Finite element model application to flexural behavior of cement stabilized soil block masonry

Abstract

A finite element model for cement-stabilized soil block (CSSB) masonry members—including nonlinear stress-strain relationship—has been developed and compared with experimental results. Primarily, this model serves as a simulation tool to study various problems for a large number of stress–strain state and loading conditions of CSSB masonry elements. The model presented is characterized by several parameters experimentally ascertained through triaxial and other testing. Furthermore, these parameters allow the model to capture the elastic, plastic, and softening behavior of CSSB masonry. From a constitutive behavioral standpoint, at small strain levels, the material is approximated as linear elastic.
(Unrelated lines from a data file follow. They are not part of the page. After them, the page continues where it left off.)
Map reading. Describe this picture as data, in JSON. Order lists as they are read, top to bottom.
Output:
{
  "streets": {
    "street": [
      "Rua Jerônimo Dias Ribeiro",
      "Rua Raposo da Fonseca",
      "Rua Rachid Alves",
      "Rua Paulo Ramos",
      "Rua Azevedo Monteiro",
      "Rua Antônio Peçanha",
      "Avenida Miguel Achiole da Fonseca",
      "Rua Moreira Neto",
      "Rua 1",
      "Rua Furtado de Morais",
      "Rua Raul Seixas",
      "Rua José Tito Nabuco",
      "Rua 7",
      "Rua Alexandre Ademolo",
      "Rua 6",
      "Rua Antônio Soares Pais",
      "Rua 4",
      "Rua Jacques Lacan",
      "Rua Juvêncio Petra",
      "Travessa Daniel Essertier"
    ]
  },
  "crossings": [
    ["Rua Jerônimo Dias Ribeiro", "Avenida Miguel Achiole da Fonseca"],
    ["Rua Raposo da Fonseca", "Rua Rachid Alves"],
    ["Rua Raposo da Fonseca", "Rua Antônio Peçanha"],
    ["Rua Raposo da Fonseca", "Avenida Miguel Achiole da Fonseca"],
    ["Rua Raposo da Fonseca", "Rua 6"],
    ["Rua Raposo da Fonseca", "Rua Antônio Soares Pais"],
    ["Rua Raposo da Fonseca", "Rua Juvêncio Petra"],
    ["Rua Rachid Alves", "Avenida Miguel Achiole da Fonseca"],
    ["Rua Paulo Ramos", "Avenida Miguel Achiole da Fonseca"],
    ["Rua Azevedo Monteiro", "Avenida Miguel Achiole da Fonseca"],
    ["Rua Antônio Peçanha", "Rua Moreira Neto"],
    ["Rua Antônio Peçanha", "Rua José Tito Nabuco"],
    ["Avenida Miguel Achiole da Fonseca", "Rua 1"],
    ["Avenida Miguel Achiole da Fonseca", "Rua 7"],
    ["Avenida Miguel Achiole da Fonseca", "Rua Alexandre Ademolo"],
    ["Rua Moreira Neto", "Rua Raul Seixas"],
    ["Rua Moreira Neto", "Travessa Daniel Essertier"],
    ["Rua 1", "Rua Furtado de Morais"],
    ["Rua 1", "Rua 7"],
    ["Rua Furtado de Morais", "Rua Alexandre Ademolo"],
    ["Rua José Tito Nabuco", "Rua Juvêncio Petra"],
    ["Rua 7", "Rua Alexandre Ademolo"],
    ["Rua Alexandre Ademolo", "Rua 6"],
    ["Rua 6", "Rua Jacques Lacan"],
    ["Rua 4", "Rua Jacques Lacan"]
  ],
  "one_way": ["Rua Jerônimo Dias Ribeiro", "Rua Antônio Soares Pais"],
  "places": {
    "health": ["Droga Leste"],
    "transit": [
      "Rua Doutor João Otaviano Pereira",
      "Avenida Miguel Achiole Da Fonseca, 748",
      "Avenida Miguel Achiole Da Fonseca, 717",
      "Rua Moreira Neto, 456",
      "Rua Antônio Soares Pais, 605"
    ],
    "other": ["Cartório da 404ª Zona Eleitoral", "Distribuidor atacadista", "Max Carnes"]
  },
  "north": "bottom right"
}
Plastic deformation of the material is captured with a modified version of the Sandia Geomodel, which is specifically designed to replicate geological material behavior. Lastly, at localized softening failure, a damage-like constitutive model which takes into account the normal and shear traction balance on the slip-weakening surface is employed. This model includes cohesion degradation as well as friction under compression. Within the finite element framework, the Strong Discontinuity Approach is used to track localized material failure from element to element. In addition to this, a novel method for modeling interfaces in finite elements is used to replicate the behavior of brick-mortar interfaces. The two featured experiments which are simulated in this study are normal to bedjoint and parallel to bedjoint masonry setups, simplified via a plane strain approximation.